TASK INPUTS |
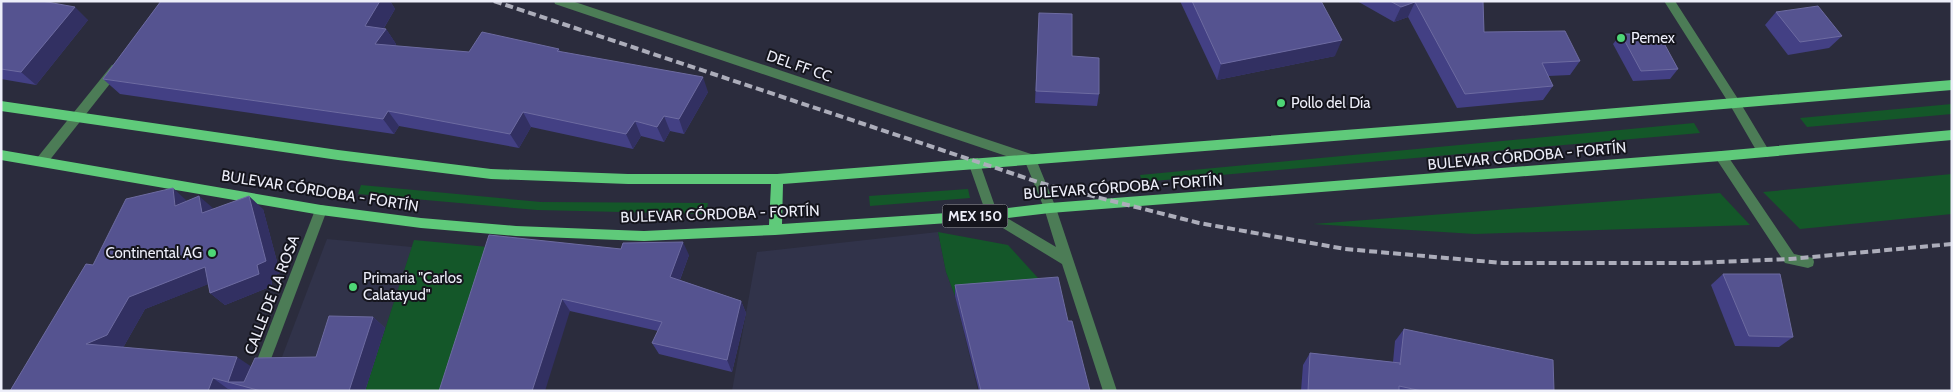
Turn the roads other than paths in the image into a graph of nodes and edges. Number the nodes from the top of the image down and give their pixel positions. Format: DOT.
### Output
graph roads {
  1 [pos="559,1"];
  2 [pos="1669,1"];
  3 [pos="124,56"];
  4 [pos="1952,85"];
  5 [pos="1734,102"];
  6 [pos="1,106"];
  7 [pos="78,118"];
  8 [pos="1952,135"];
  9 [pos="1764,152"];
  10 [pos="1,155"];
  11 [pos="1721,156"];
  12 [pos="1030,159"];
  13 [pos="41,162"];
  14 [pos="974,162"];
  15 [pos="777,179"];
  16 [pos="1050,208"];
  17 [pos="321,210"];
  18 [pos="992,215"];
  19 [pos="775,230"];
  20 [pos="1067,260"];
  21 [pos="1808,262"];
  22 [pos="252,391"];
  23 [pos="1110,391"];
  1 -- 12 [label="street, DEL FF CC"];
  2 -- 5 [label="street"];
  3 -- 7 [label="street"];
  4 -- 5 [label="main road"];
  5 -- 9 [label="street"];
  5 -- 12 [label="main road"];
  6 -- 7 [label="main road"];
  7 -- 13 [label="street"];
  7 -- 15 [label="main road"];
  8 -- 9 [label="main road, BULEVAR CÓRDOBA - FORTÍN / MEX 150"];
  9 -- 11 [label="main road, BULEVAR CÓRDOBA - FORTÍN / MEX 150"];
  10 -- 13 [label="main road, BULEVAR CÓRDOBA - FORTÍN / MEX 150"];
  11 -- 16 [label="main road, BULEVAR CÓRDOBA - FORTÍN / MEX 150"];
  11 -- 21 [label="street"];
  12 -- 14 [label="main road"];
  12 -- 16 [label="street"];
  13 -- 17 [label="main road, BULEVAR CÓRDOBA - FORTÍN / MEX 150"];
  14 -- 15 [label="main road"];
  14 -- 18 [label="street"];
  15 -- 19 [label="main road"];
  16 -- 18 [label="main road, BULEVAR CÓRDOBA - FORTÍN / MEX 150"];
  16 -- 20 [label="street"];
  17 -- 19 [label="main road, BULEVAR CÓRDOBA - FORTÍN / MEX 150"];
  17 -- 22 [label="street, CALLE DE LA ROSA"];
  18 -- 19 [label="main road, BULEVAR CÓRDOBA - FORTÍN / MEX 150"];
  18 -- 20 [label="street"];
  20 -- 23 [label="street"];
}
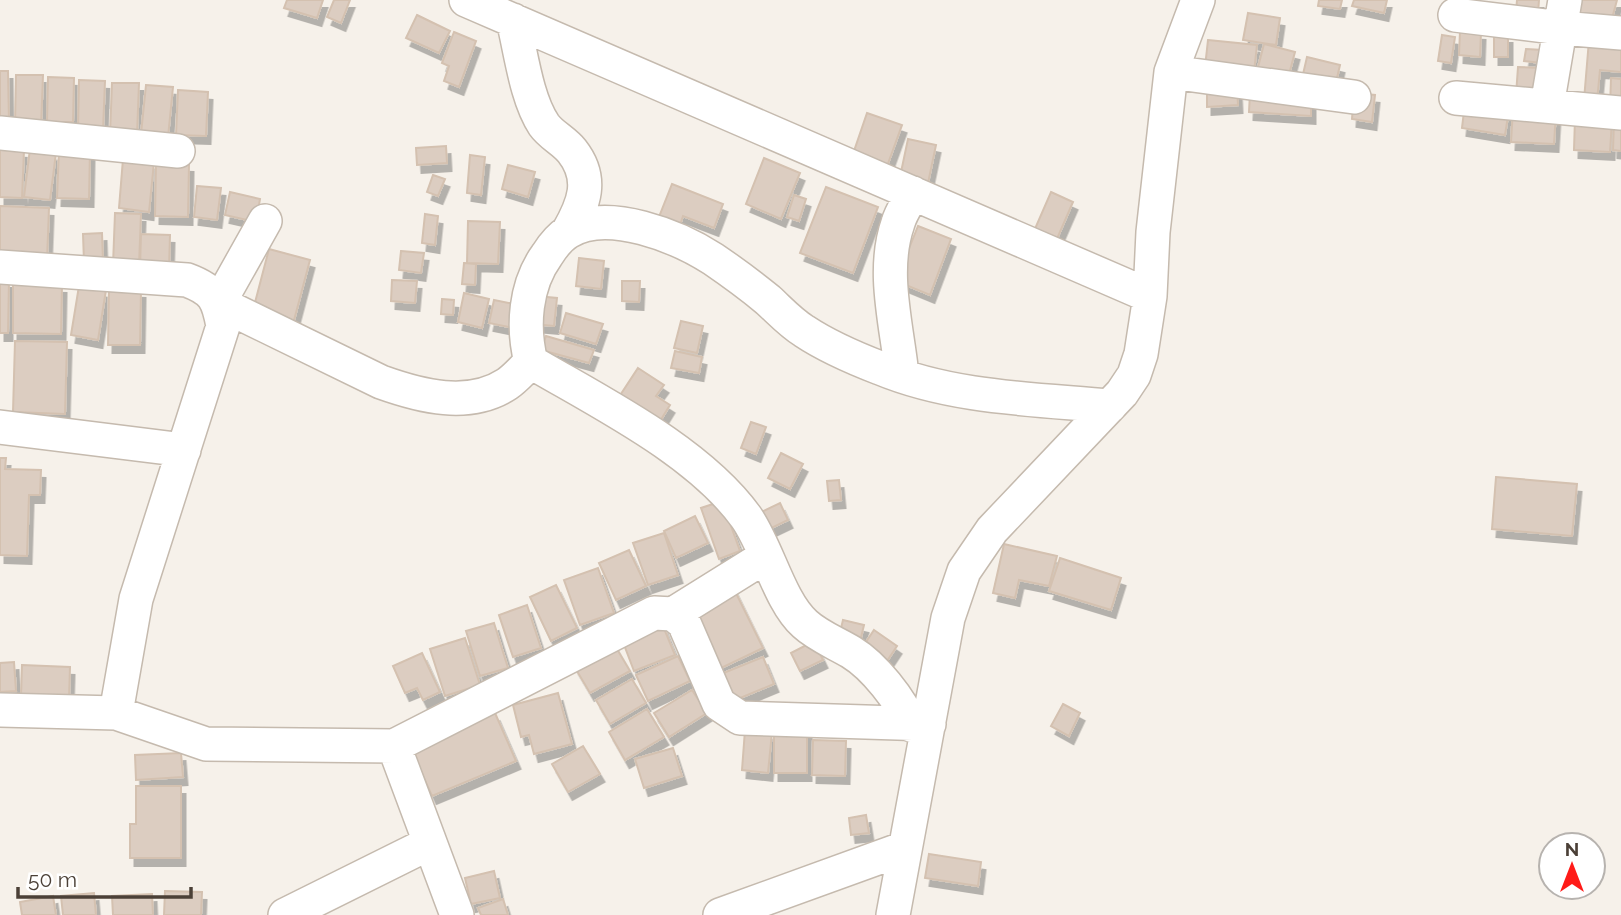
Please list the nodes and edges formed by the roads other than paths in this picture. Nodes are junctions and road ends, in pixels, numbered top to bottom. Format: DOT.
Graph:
graph roads {
  1 [pos="466,0"];
  2 [pos="1198,0"];
  3 [pos="1563,14"];
  4 [pos="1455,15"];
  5 [pos="513,20"];
  6 [pos="1621,33"];
  7 [pos="1171,72"];
  8 [pos="1354,97"];
  9 [pos="1456,98"];
  10 [pos="1547,106"];
  11 [pos="1621,113"];
  12 [pos="0,133"];
  13 [pos="178,151"];
  14 [pos="913,193"];
  15 [pos="265,221"];
  16 [pos="568,232"];
  17 [pos="0,267"];
  18 [pos="1150,296"];
  19 [pos="219,303"];
  20 [pos="531,362"];
  21 [pos="902,375"];
  22 [pos="1110,406"];
  23 [pos="0,427"];
  24 [pos="184,450"];
  25 [pos="766,556"];
  26 [pos="673,614"];
  27 [pos="0,710"];
  28 [pos="116,713"];
  29 [pos="920,724"];
  30 [pos="394,746"];
  31 [pos="430,843"];
  32 [pos="905,848"];
  33 [pos="285,915"];
  34 [pos="457,915"];
  35 [pos="720,915"];
  36 [pos="892,915"];
  1 -- 5 [label="street"];
  2 -- 7 [label="street"];
  3 -- 4 [label="street"];
  3 -- 6 [label="street"];
  3 -- 10 [label="street"];
  5 -- 14 [label="street"];
  5 -- 16 [label="street"];
  7 -- 8 [label="street"];
  7 -- 18 [label="street"];
  9 -- 10 [label="street"];
  10 -- 11 [label="street"];
  12 -- 13 [label="street"];
  14 -- 18 [label="street"];
  14 -- 21 [label="street"];
  15 -- 19 [label="street"];
  16 -- 20 [label="street"];
  16 -- 21 [label="street"];
  17 -- 19 [label="street"];
  18 -- 22 [label="street"];
  19 -- 20 [label="street"];
  19 -- 24 [label="street"];
  20 -- 25 [label="street"];
  21 -- 22 [label="street"];
  22 -- 29 [label="street"];
  23 -- 24 [label="street"];
  24 -- 28 [label="street"];
  25 -- 26 [label="street"];
  25 -- 29 [label="street"];
  26 -- 29 [label="street"];
  26 -- 30 [label="street"];
  27 -- 28 [label="street"];
  28 -- 30 [label="street"];
  29 -- 32 [label="street"];
  30 -- 31 [label="street"];
  31 -- 33 [label="street"];
  31 -- 34 [label="street"];
  32 -- 35 [label="street"];
  32 -- 36 [label="street"];
}
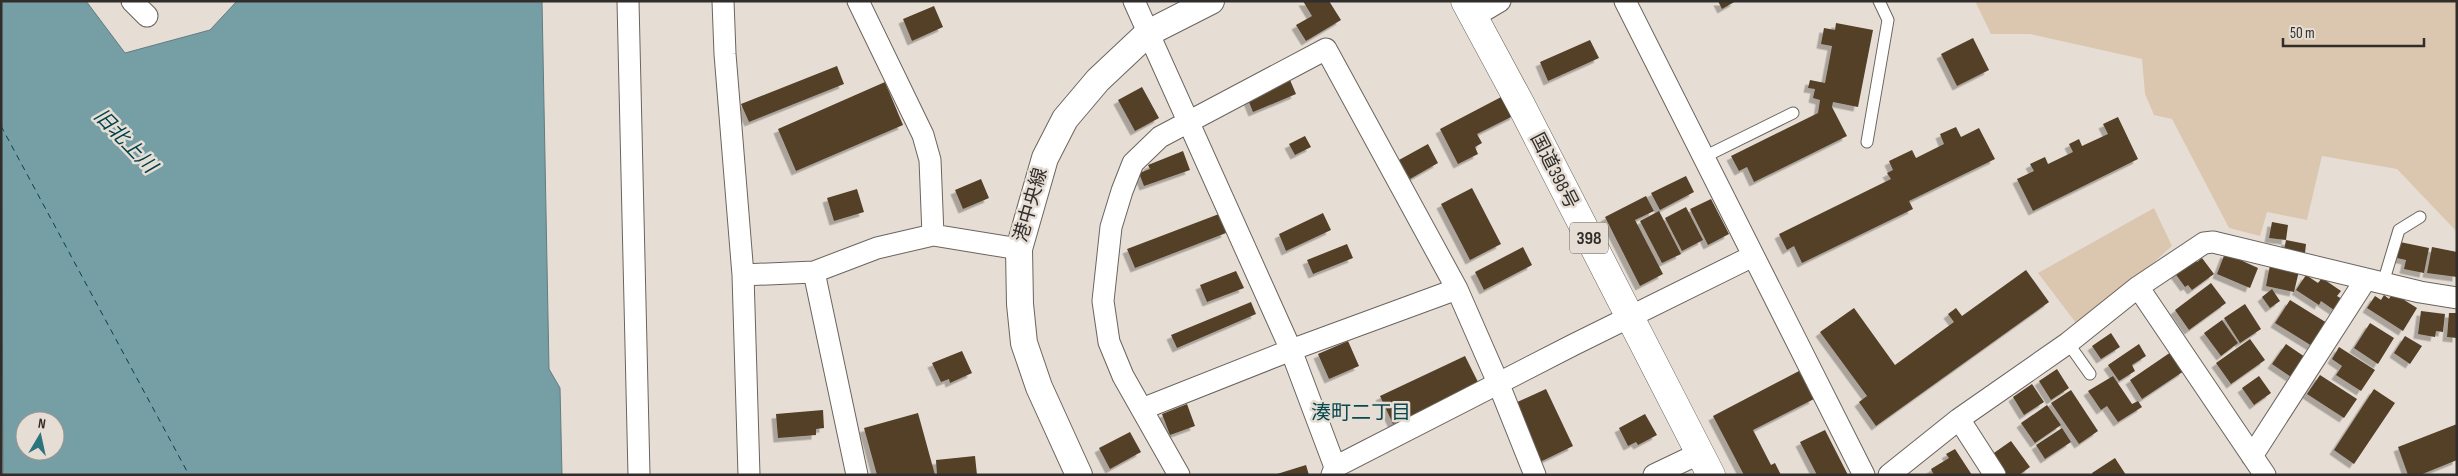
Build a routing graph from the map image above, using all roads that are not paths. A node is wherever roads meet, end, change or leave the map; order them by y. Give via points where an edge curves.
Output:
1 (628, 1) edge
2 (724, 1) edge
3 (858, 1) edge
4 (1134, 1) edge
5 (1211, 1) edge
6 (1500, 1) edge
7 (1625, 1) edge
8 (1879, 1) edge
9 (1469, 9) edge
10 (1148, 34) junction
11 (1793, 113) dead end
12 (1187, 121) junction
13 (1867, 142) dead end
14 (1704, 156) junction
15 (2420, 217) dead end
16 (933, 235) junction
17 (1019, 250) junction
18 (1753, 256) junction
19 (814, 272) junction
20 (743, 275) junction
21 (2375, 281) junction
22 (2138, 287) junction
23 (1457, 289) junction
24 (2457, 298) edge
25 (1631, 318) junction
26 (2068, 343) junction
27 (1291, 350) junction
28 (2090, 374) dead end
29 (1499, 385) junction
30 (1142, 409) junction
31 (1959, 419) junction
32 (1705, 464) edge
33 (2257, 469) edge
34 (1334, 471) edge
35 (1072, 472) edge
36 (639, 475) edge
37 (749, 475) edge
38 (857, 475) edge
39 (1179, 475) edge
40 (1536, 475) edge
41 (1654, 475) edge
42 (1864, 475) edge
43 (1889, 475) edge
44 (1994, 475) edge

1 - 36 street
2 - 20 street via 725,54
3 - 16 street via 923,135 930,160
4 - 10 street
5 - 10 street, 港中央線
6 - 9 street
7 - 14 street
8 - 13 lane via 1888,20
9 - 25 highway, 国道398号 / 398
10 - 12 street
10 - 17 street, 港中央線 via 1098,80 1065,119 1044,158
11 - 14 lane
12 - 23 street via 1326,49
12 - 27 street
12 - 30 street via 1160,137 1133,164 1111,226 1103,301 1109,342
14 - 18 street
15 - 21 lane via 2399,230
16 - 17 street
16 - 19 street via 877,248
17 - 35 street, 港中央線 via 1024,343
18 - 25 street
18 - 42 street
19 - 20 street
19 - 38 street
20 - 37 street
21 - 22 street via 2213,242 2204,243
21 - 24 street
21 - 33 street
22 - 26 street
22 - 33 street
23 - 27 street
23 - 29 street
25 - 29 street via 1572,345
25 - 32 highway, 国道398号 / 398
26 - 28 lane
26 - 31 street
27 - 30 street
27 - 34 street
29 - 34 street
29 - 40 street
30 - 39 street
31 - 43 street
31 - 44 street
32 - 41 street

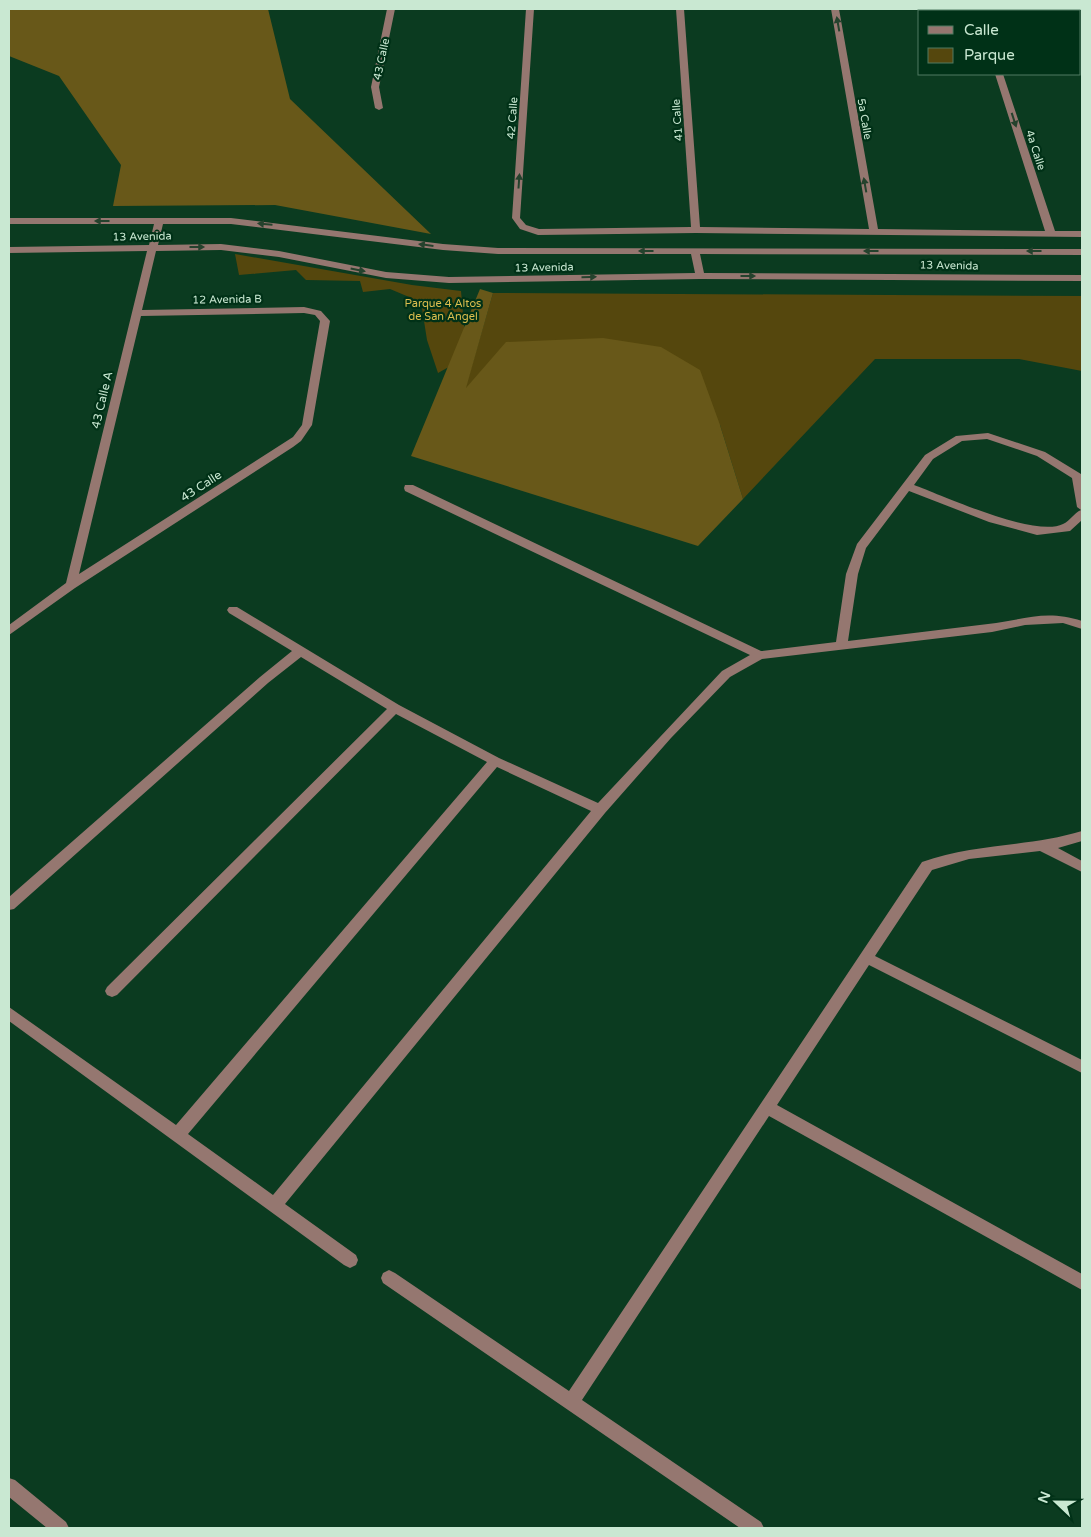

GOAL OF THE EXERCISE |
Copy all lines from the material that hold "other".

EXPECTED OUTPUT |
Turn the roads other than paths in the image into a graph of nodes and edges. Number the nodes from the top of the image down and give their pixel positions. Format: DOT.
Please list the nodes and edges formed by the roads other than paths in this picture. Nodes are junctions and road ends, in pixels, numbered top to bottom. Format: DOT.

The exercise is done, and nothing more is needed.